Urban trees are vital to the health and welfare of city residents. They are also particularly vulnerable to invasive forest pests. An alarming new study estimates that through 2050, at least 1.4 million street trees in US cities will be killed by invasive forest pests.1 That’s just the street trees – the study did not try to estimate the loss of trees in parks and yards, because most cities do not have an inventory of those trees.
The ‘green infrastructure’ movement has shown us that urban trees play a key role in cooling streets and buildings, slowing stormwater runoff, absorbing air pollution, and beautifying neighborhoods. In the Midwest, loss of city trees to forest pests has been associated with increases in hospitalizations and deaths due to cardiac and respiratory ailments2 and an increase in crime3. Ask any real estate agent in an urban area, and they will tell you that the view of trees from a window increases the value of a property substantially.
For the simple reason that most international trade arrives at ports and airports in or near cities, urban trees are often the first places that invasive forest pests establish. While city residents may not relish their trees’ role as sentinels of forest pest invasions, that service is critical to forest health in cities and beyond. If we carefully monitor urban trees, we are more likely to detect invasions in their early stages, when eradication is still possible.
Careful and thorough monitoring of urban tree health, perhaps involving community science programs like The Nature Conservancy’s ‘Healthy Trees, Healthy Cities’ initiative, can safeguard ecosystem services that benefit urban residents, while protecting trees within cities and beyond. We know from past experience that when invasive forest pests are not eradicated from urban forests, they can spread to forests in suburban, rural, and wildland areas.
Emerald ash borer is tragic example. This tiny green beetle is responsible for most of the 1.4 million tree deaths predicted by the study mentioned earlier. By the time it was first recorded near Detroit, Michigan in 2002, emerald ash borers had already infested a large area. Researchers suspect they had been quietly spreading, undetected, for five to ten years. Due to the insect’s excellent dispersal abilities, control efforts have been unsuccessful. The beetles have spread to 35 states so far and threaten to nearly wipe out all of the ~8 billion ash trees in North America.

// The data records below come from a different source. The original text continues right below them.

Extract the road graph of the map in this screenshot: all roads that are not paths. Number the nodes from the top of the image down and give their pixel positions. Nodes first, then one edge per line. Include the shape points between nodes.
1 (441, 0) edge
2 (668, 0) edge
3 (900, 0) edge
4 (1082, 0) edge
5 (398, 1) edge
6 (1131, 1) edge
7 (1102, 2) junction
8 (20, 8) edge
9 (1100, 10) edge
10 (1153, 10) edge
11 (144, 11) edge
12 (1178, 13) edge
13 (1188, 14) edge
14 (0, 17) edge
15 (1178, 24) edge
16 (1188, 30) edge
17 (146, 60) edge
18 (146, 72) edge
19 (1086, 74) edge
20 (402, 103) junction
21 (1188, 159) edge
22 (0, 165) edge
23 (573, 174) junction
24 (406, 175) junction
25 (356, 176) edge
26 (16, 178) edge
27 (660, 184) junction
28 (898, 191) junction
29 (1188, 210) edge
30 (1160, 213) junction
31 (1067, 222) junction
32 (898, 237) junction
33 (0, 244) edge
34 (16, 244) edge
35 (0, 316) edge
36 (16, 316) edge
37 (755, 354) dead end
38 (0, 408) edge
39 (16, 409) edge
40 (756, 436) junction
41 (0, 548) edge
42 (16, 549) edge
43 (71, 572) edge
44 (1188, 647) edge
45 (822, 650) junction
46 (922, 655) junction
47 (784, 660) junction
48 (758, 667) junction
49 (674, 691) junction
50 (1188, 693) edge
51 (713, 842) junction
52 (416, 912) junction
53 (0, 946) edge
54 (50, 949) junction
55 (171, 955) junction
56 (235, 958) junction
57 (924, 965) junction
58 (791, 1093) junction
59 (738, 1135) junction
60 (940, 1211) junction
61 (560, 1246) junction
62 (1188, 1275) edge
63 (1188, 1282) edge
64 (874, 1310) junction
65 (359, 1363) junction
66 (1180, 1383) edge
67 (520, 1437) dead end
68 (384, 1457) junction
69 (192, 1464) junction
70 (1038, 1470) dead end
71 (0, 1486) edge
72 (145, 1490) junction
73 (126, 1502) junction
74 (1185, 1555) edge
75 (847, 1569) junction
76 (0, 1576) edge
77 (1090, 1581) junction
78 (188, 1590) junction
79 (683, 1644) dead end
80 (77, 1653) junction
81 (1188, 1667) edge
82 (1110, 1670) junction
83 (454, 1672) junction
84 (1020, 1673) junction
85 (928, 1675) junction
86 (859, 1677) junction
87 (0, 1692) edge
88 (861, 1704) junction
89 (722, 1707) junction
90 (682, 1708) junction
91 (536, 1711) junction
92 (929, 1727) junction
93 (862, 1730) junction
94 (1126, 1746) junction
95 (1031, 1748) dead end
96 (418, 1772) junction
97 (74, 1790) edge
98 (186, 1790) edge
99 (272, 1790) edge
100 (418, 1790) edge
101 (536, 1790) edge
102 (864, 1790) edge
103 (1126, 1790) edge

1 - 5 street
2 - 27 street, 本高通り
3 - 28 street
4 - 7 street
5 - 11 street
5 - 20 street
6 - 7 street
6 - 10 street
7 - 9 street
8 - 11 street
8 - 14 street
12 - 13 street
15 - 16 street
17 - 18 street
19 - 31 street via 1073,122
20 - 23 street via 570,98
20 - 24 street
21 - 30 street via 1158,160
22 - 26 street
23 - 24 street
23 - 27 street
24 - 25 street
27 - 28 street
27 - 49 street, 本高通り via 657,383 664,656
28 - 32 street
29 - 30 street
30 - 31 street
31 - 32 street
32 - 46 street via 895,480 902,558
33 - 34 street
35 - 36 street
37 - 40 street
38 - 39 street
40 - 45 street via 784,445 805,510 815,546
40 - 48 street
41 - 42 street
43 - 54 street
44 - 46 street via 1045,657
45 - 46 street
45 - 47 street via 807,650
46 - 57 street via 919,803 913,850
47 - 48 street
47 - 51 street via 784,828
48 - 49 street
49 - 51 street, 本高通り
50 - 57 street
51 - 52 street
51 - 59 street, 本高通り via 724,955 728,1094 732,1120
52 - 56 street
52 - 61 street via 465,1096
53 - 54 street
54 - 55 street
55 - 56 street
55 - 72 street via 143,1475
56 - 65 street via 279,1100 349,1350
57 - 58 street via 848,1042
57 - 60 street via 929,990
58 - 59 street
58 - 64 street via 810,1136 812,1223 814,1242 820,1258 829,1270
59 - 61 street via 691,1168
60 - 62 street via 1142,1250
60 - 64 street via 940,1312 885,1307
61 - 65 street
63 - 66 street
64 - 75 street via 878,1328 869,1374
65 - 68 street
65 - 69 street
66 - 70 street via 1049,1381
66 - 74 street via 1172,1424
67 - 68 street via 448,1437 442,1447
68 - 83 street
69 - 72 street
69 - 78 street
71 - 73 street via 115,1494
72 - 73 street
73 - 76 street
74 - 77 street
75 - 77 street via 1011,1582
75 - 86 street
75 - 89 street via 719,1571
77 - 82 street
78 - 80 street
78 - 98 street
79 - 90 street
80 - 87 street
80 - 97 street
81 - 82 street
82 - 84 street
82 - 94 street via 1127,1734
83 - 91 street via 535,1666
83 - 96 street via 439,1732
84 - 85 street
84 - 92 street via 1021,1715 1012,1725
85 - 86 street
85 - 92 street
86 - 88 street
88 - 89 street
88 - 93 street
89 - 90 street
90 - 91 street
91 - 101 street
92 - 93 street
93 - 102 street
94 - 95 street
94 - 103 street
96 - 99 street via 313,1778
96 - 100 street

A more hopeful example is the Asian longhorned beetle, which, like the emerald ash borer, is a wood-boring insect that arrived from Asia burrowed in wooden shipping pallets and crates. Unlike the emerald ash borer, the Asian longhorned beetle is very large, making it easier to detect. It also has more limited dispersal ability. So, despite multiple introductions of this insect in cities across the US and Canada since 1996, outbreaks have been eradicated, or are in the process of being eradicated.
These eradications come at great expense in terms of dollars and of trees. This is because the best way to control an outbreak is to cut down any tree that could possibly serve as a host for the insect. The Asian longhorned beetle attacks many different tree species, but prefers maples – one of the most important trees in the eastern US. An outbreak in Worcester, Massachusetts has required the removal of over 35,000 trees so far, denuding formerly tree-lined streets and parks. An outbreak in the forests near Cincinnati, Ohio has required the removal of over 100,000 trees.
In most cases, outbreaks have been first detected by alert citizens, such as the grandmother in Worcester who contacted authorities when she spotted the large beetles and was concerned that they might harm her grandkids. (They won’t harm people, but they will kill trees.)
Even for those of us who live in rural areas, better monitoring of urban tree health provides important benefits and should be supported. Current efforts to monitor urban trees are fragmented and underfunded. This crucial function would benefit from a coordinated federal program that marshals the efforts of government and academic scientists, tree professionals such as arborists and utility crews, and city residents.
The best way to minimize damage from invasive forest pests is to catch the outbreaks early and eradicate them before they have a chance to spread.
1 Hudgins, E. J., F. H. Koch, M. J. Ambrose, and B. Leung. Hotspots of pest-induced US urban tree death, 2020–2050. Journal of Applied Ecology https://doi.org/10.1111/1365-2664.14141
2 Donovan, G. H., D. T. Butry, Y. L. Michael, J. P. Prestemon, A. M. Liebhold, D. Gatziolis, and M. Y. Mao. 2013. The relationship between trees and human health: Evidence from the spread of the Emerald Ash Borer. American Journal of Preventive Medicine 44:139-145.
3 Kondo, M. C., S. Han, G. H. Donovan, and J. M. MacDonald. 2017. The association between urban trees and crime: Evidence from the spread of the emerald ash borer in Cincinnati. Landscape and Urban Planning 157:193-199.